Hereinafter, an embodiment of the present invention will be described in detail with reference to the drawings.
FIG. 1 is a block diagram showing each step of a process for producing a containerized frozen dessert according to one embodiment of the present invention.
In the process for producing containerized frozen desserts, first, frozen dessert ingredients (frozen desserts such as ice cream and shaved ice) before being frozen and hardened are produced (steps S1 to S5).

In the manufacture of frozen dessert ingredients, an ice cream mix (hereinafter simply referred to as "mix") is prepared (Step S1). The mix is, for example, a mixture of ingredients such as dairy products, sugar, fats and oils, stabilizers, emulsifiers, flavorings, and colorings, which are then dissolved. Shaved ice may also be prepared by crushing ice into small pieces (Step S2). The mix and shaved ice are then mixed (Step S3) and, if necessary, may be sized to make the ice even finer (Step S4). The resulting mixture of mix and shaved ice is then frozen (Step S5) to produce the frozen dessert ingredients.

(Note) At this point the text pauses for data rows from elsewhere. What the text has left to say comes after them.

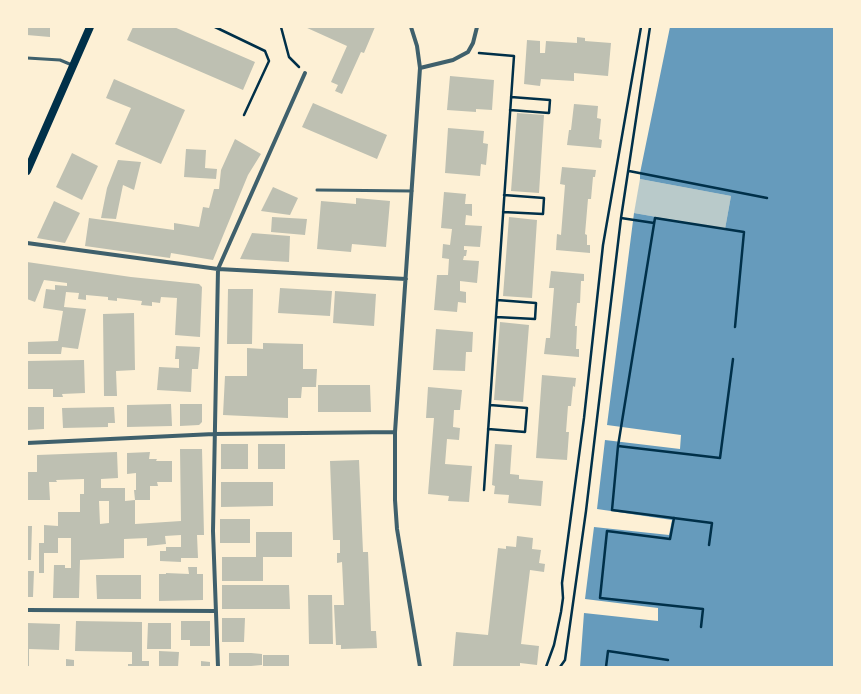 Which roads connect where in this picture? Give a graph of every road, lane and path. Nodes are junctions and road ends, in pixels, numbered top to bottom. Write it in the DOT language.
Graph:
graph roads {
  1 [pos="90,27"];
  2 [pos="215,27"];
  3 [pos="281,27"];
  4 [pos="411,27"];
  5 [pos="477,27"];
  6 [pos="640,27"];
  7 [pos="650,27"];
  8 [pos="468,52"];
  9 [pos="27,58"];
  10 [pos="73,65"];
  11 [pos="420,68"];
  12 [pos="305,73"];
  13 [pos="511,96"];
  14 [pos="510,110"];
  15 [pos="244,116"];
  16 [pos="27,171"];
  17 [pos="629,171"];
  18 [pos="317,190"];
  19 [pos="412,191"];
  20 [pos="504,195"];
  21 [pos="767,198"];
  22 [pos="503,212"];
  23 [pos="622,218"];
  24 [pos="654,223"];
  25 [pos="27,243"];
  26 [pos="218,269"];
  27 [pos="406,280"];
  28 [pos="497,300"];
  29 [pos="496,317"];
  30 [pos="735,327"];
  31 [pos="733,359"];
  32 [pos="490,404"];
  33 [pos="488,429"];
  34 [pos="395,432"];
  35 [pos="214,434"];
  36 [pos="27,443"];
  37 [pos="618,446"];
  38 [pos="484,490"];
  39 [pos="674,518"];
  40 [pos="709,546"];
  41 [pos="27,610"];
  42 [pos="216,611"];
  43 [pos="701,627"];
  44 [pos="668,660"];
  45 [pos="218,667"];
  46 [pos="420,667"];
  47 [pos="546,667"];
  48 [pos="560,667"];
  49 [pos="606,667"];
  1 -- 10 [label="main road"];
  2 -- 15 [label="path"];
  3 -- 12 [label="path"];
  4 -- 11 [label="street"];
  5 -- 8 [label="street"];
  6 -- 47 [label="path"];
  7 -- 17 [label="path"];
  8 -- 11 [label="street"];
  8 -- 13 [label="path"];
  9 -- 10 [label="lane"];
  10 -- 16 [label="main road"];
  11 -- 19 [label="street"];
  12 -- 26 [label="street"];
  13 -- 14 [label="path"];
  13 -- 14 [label="path"];
  14 -- 20 [label="path"];
  17 -- 21 [label="path"];
  17 -- 23 [label="path"];
  18 -- 19 [label="lane"];
  19 -- 27 [label="street"];
  20 -- 22 [label="path"];
  20 -- 22 [label="path"];
  22 -- 28 [label="path"];
  23 -- 24 [label="path"];
  23 -- 48 [label="path"];
  24 -- 30 [label="path"];
  24 -- 37 [label="path"];
  25 -- 26 [label="street"];
  26 -- 27 [label="street"];
  26 -- 35 [label="street"];
  27 -- 34 [label="street"];
  28 -- 29 [label="path"];
  28 -- 29 [label="path"];
  29 -- 32 [label="path"];
  31 -- 37 [label="path"];
  32 -- 33 [label="path"];
  32 -- 33 [label="path"];
  33 -- 38 [label="path"];
  34 -- 35 [label="street"];
  34 -- 46 [label="street"];
  35 -- 36 [label="street"];
  35 -- 42 [label="street"];
  37 -- 39 [label="path"];
  39 -- 40 [label="path"];
  39 -- 43 [label="path"];
  41 -- 42 [label="street"];
  42 -- 45 [label="street"];
  44 -- 49 [label="path"];
}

In freezing (step S5), the mixture of mix, shaved ice and air is introduced into the freezer and rapidly cooled to, for example, -2°C to -9°C while being stirred, until it is frozen. By rapidly freezing while being vigorously stirred, air is entrapped in the mix as air bubbles. The ratio of the volume of the entrapped air to the volume of the mix is called overrun, and the overrun is adjusted so that it is, for example, 0 to 100%. The frozen dessert material completed by freezing (step S5) is a mix (and shaved ice) that is frozen but not hardened, and is fluid.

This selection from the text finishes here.